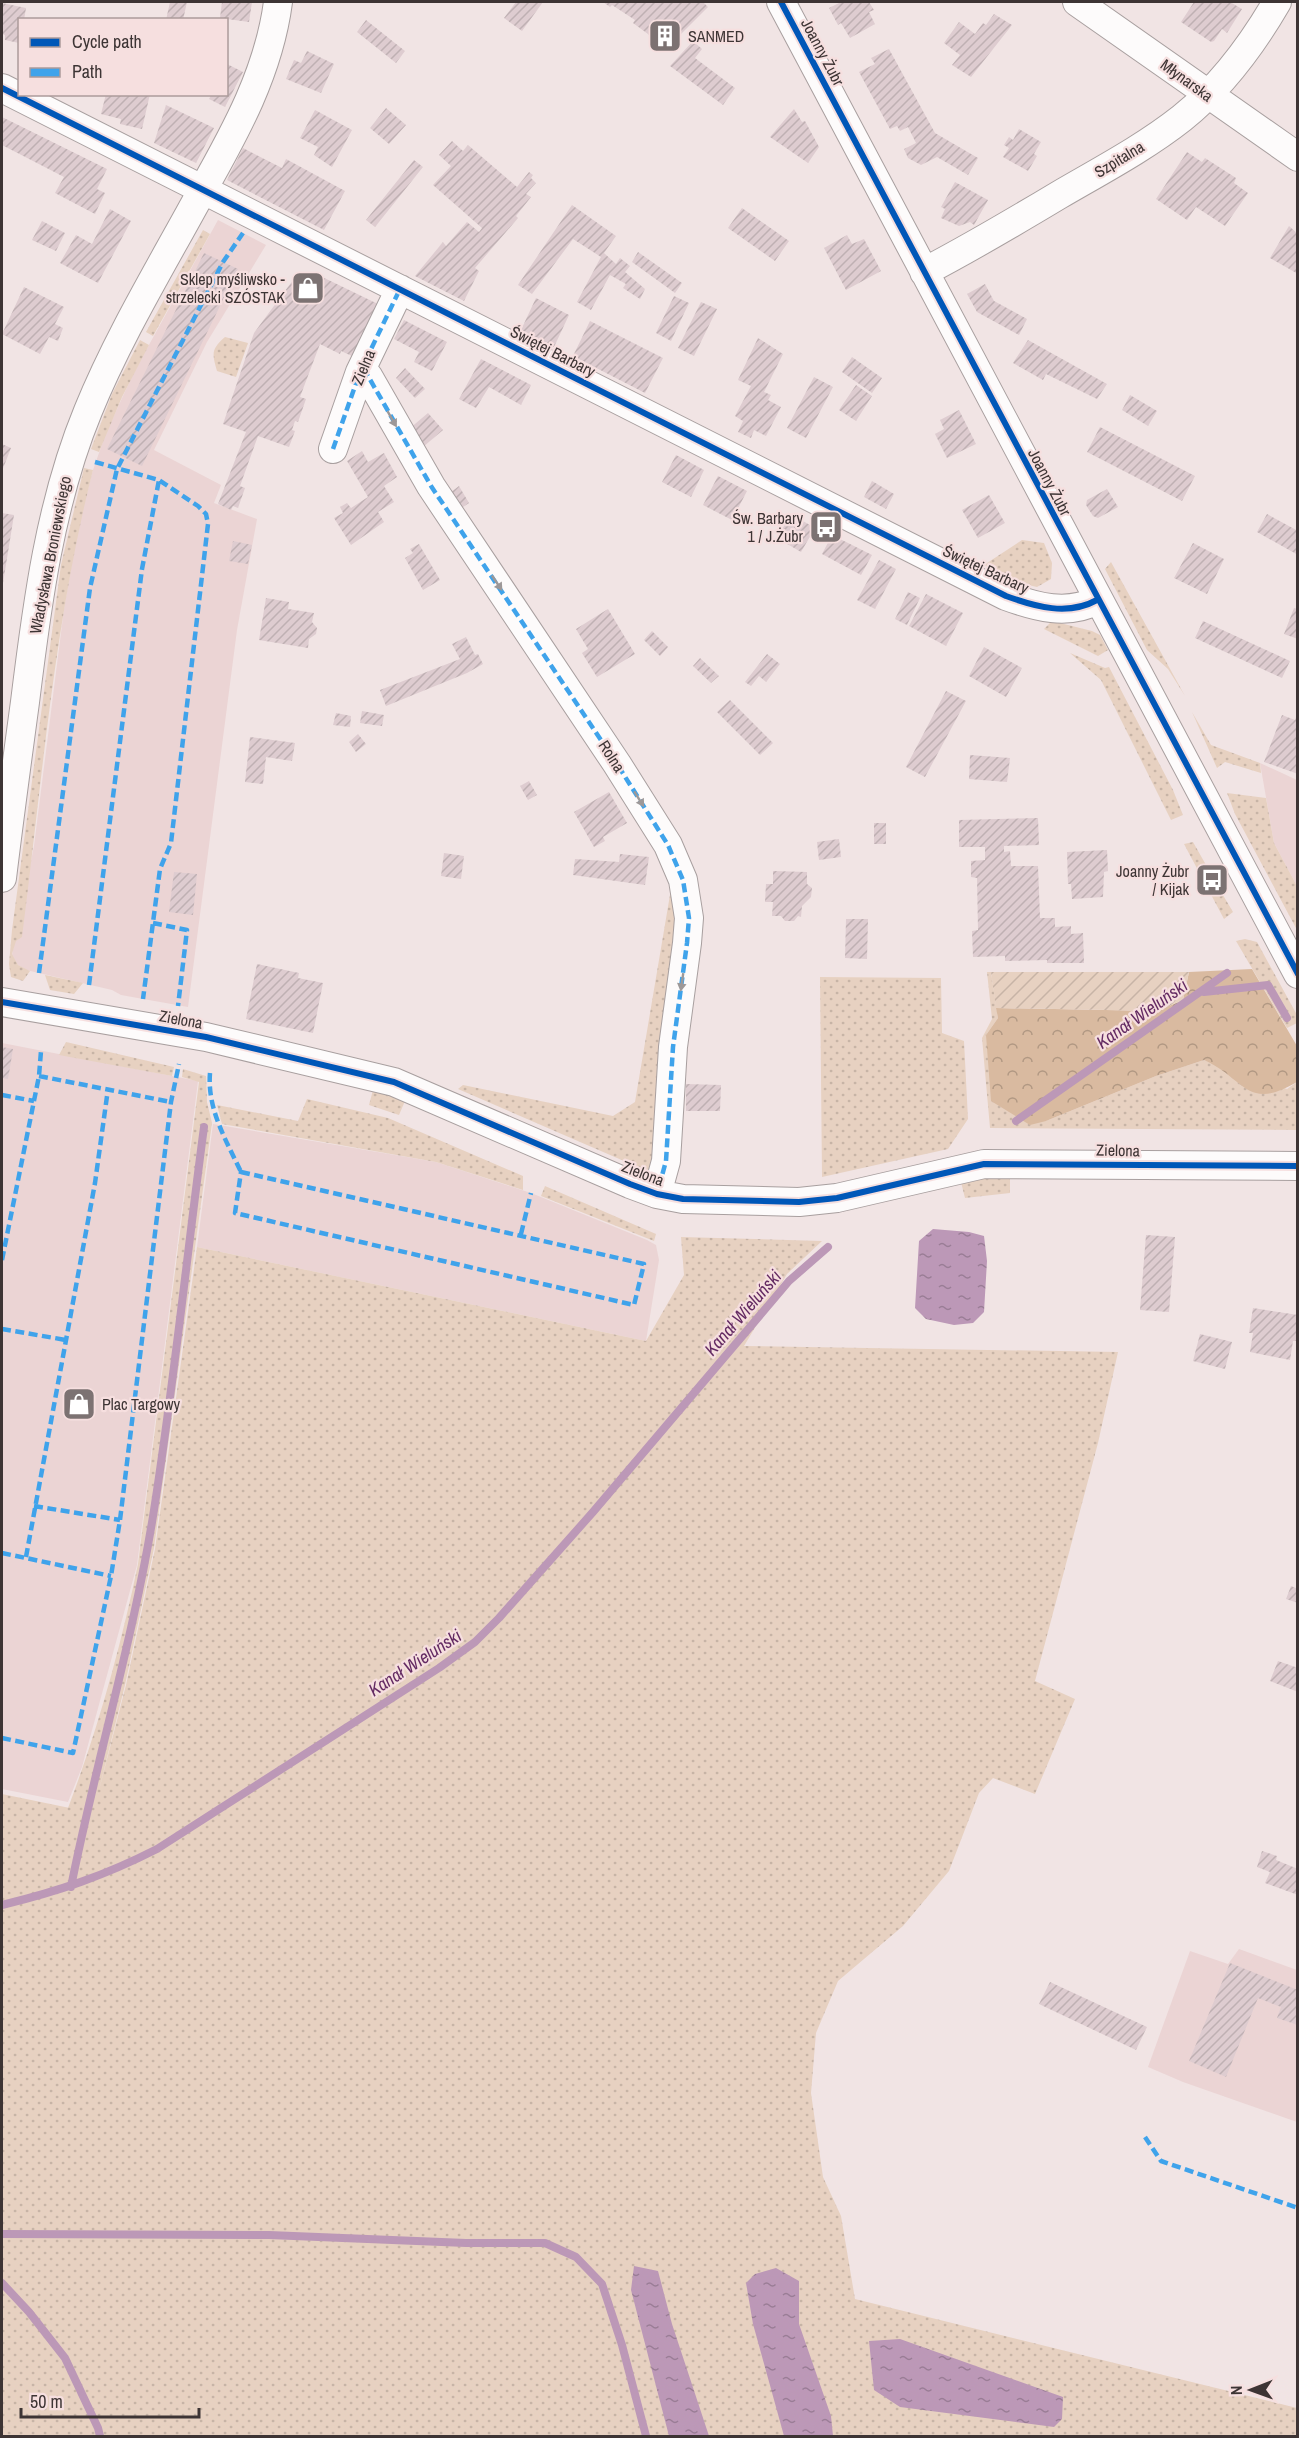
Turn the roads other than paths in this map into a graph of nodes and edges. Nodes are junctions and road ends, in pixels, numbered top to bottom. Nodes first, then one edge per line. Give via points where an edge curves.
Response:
1 (278, 2) edge
2 (781, 2) edge
3 (1077, 2) edge
4 (1277, 2) edge
5 (2, 88) edge
6 (1207, 95) junction
7 (1298, 157) edge
8 (203, 190) junction
9 (924, 272) junction
10 (400, 288) junction
11 (360, 372) junction
12 (333, 449) dead end
13 (1097, 600) junction
14 (2, 878) edge
15 (1298, 974) edge
16 (2, 1002) edge
17 (1298, 1166) edge
18 (657, 1194) junction

1 - 8 street, Władysława Broniewskiego via 270,46 256,87
2 - 9 street, Joanny Żubr
3 - 6 street, Młynarska
4 - 6 street, Szpitalna via 1244,54
5 - 8 street, Świętej Barbary
6 - 7 street, Młynarska
6 - 9 street, Szpitalna via 1170,127 1122,158
8 - 10 street, Świętej Barbary
8 - 14 street, Władysława Broniewskiego via 116,351 88,411 63,480 36,621
9 - 13 street, Joanny Żubr
10 - 11 street, Zielna
10 - 13 street, Świętej Barbary via 1006,596 1033,606 1060,609 1084,608
11 - 12 street, Zielna
11 -> 18 street, Rolna via 368,376 431,486 617,764 668,845 683,880 689,918 687,943 673,1047 666,1161
13 - 15 street, Joanny Żubr
16 - 18 street, Zielona via 206,1037 394,1082
17 - 18 street, Zielona via 993,1163 823,1201 694,1200

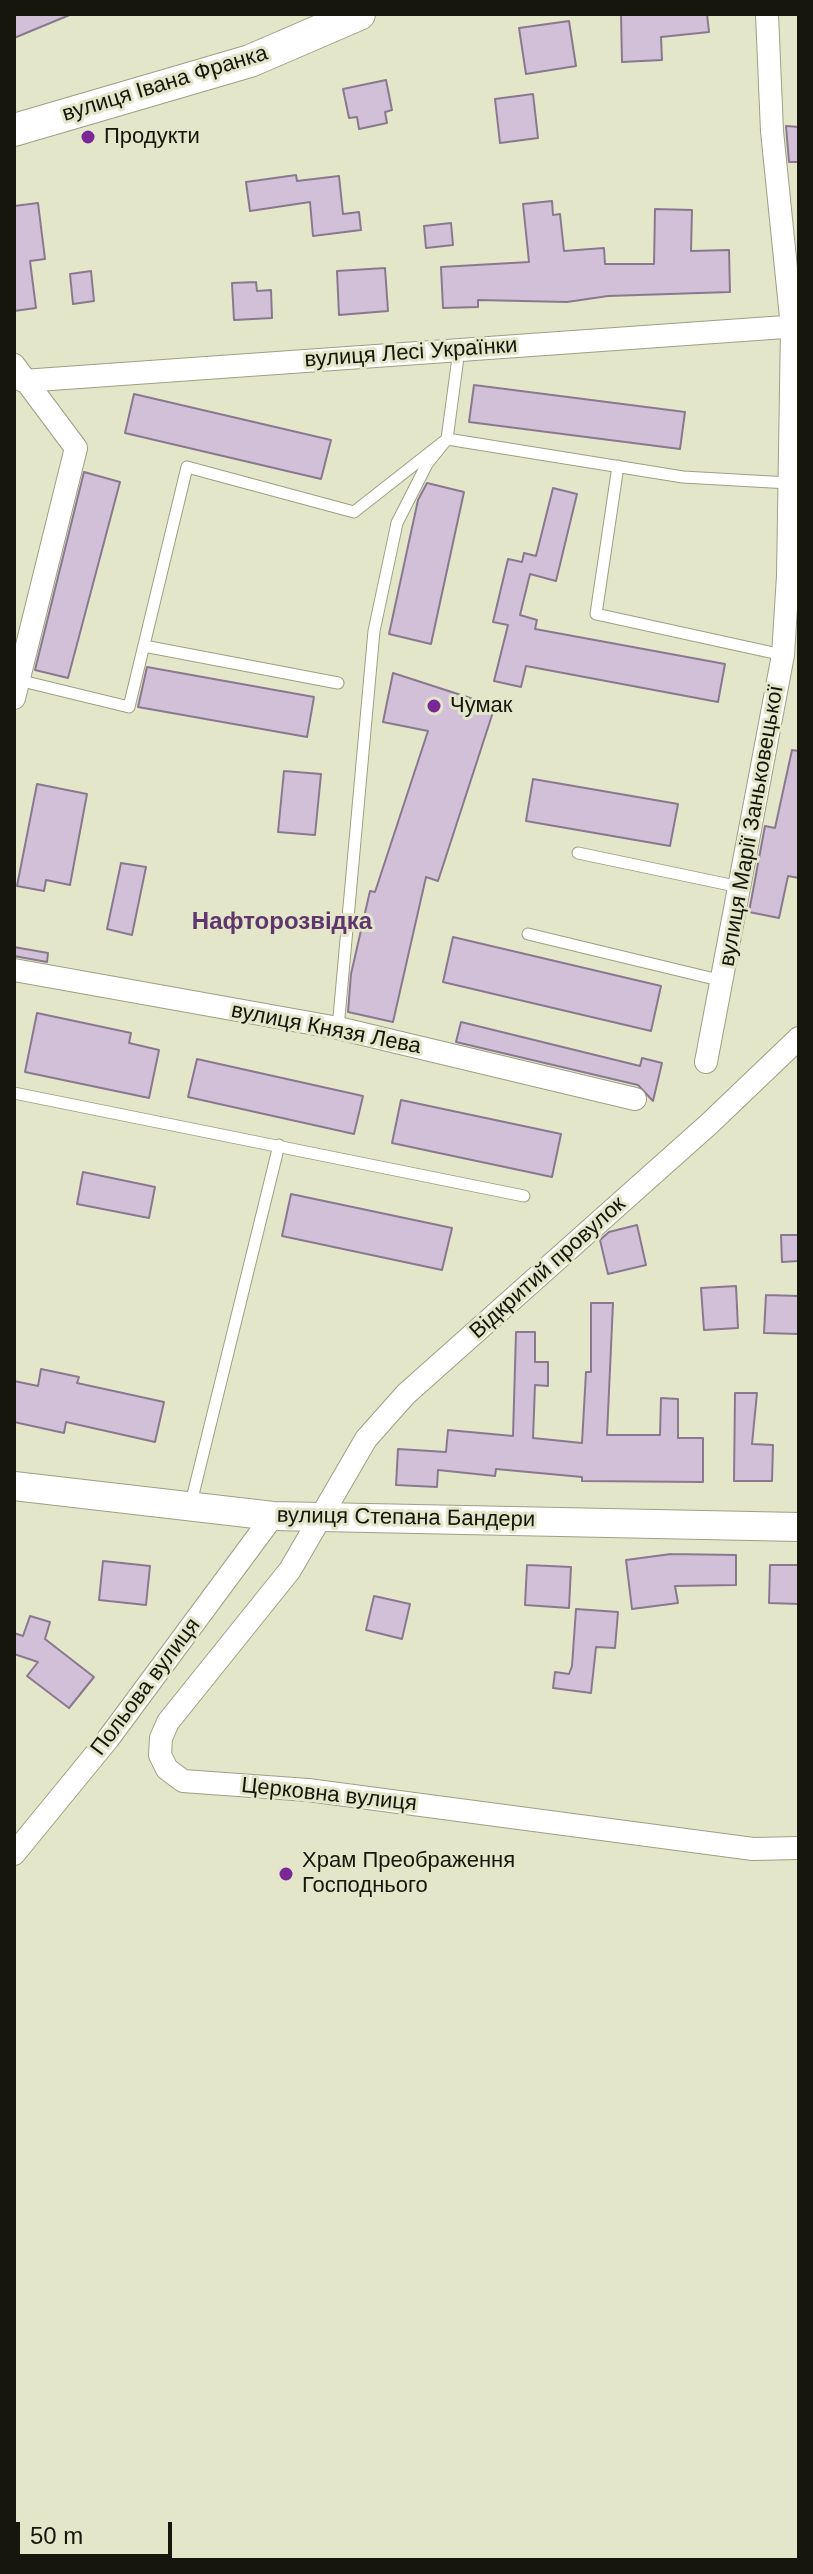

Required work |
None of the pictures should be copied, but every record above must be returned exactly.

Response |
Turn the roads other than paths in this map into a graph of nodes and edges. Nodes are junctions and road ends, in pixels, numbered top to bottom. Nodes first, then one edge per line. Give via points where an edge curves.
Response:
1 (278, 2) edge
2 (781, 2) edge
3 (1077, 2) edge
4 (1277, 2) edge
5 (2, 88) edge
6 (1207, 95) junction
7 (1298, 157) edge
8 (203, 190) junction
9 (924, 272) junction
10 (400, 288) junction
11 (360, 372) junction
12 (333, 449) dead end
13 (1097, 600) junction
14 (2, 878) edge
15 (1298, 974) edge
16 (2, 1002) edge
17 (1298, 1166) edge
18 (657, 1194) junction

1 - 8 street, Władysława Broniewskiego via 270,46 256,87
2 - 9 street, Joanny Żubr
3 - 6 street, Młynarska
4 - 6 street, Szpitalna via 1244,54
5 - 8 street, Świętej Barbary
6 - 7 street, Młynarska
6 - 9 street, Szpitalna via 1170,127 1122,158
8 - 10 street, Świętej Barbary
8 - 14 street, Władysława Broniewskiego via 116,351 88,411 63,480 36,621
9 - 13 street, Joanny Żubr
10 - 11 street, Zielna
10 - 13 street, Świętej Barbary via 1006,596 1033,606 1060,609 1084,608
11 - 12 street, Zielna
11 -> 18 street, Rolna via 368,376 431,486 617,764 668,845 683,880 689,918 687,943 673,1047 666,1161
13 - 15 street, Joanny Żubr
16 - 18 street, Zielona via 206,1037 394,1082
17 - 18 street, Zielona via 993,1163 823,1201 694,1200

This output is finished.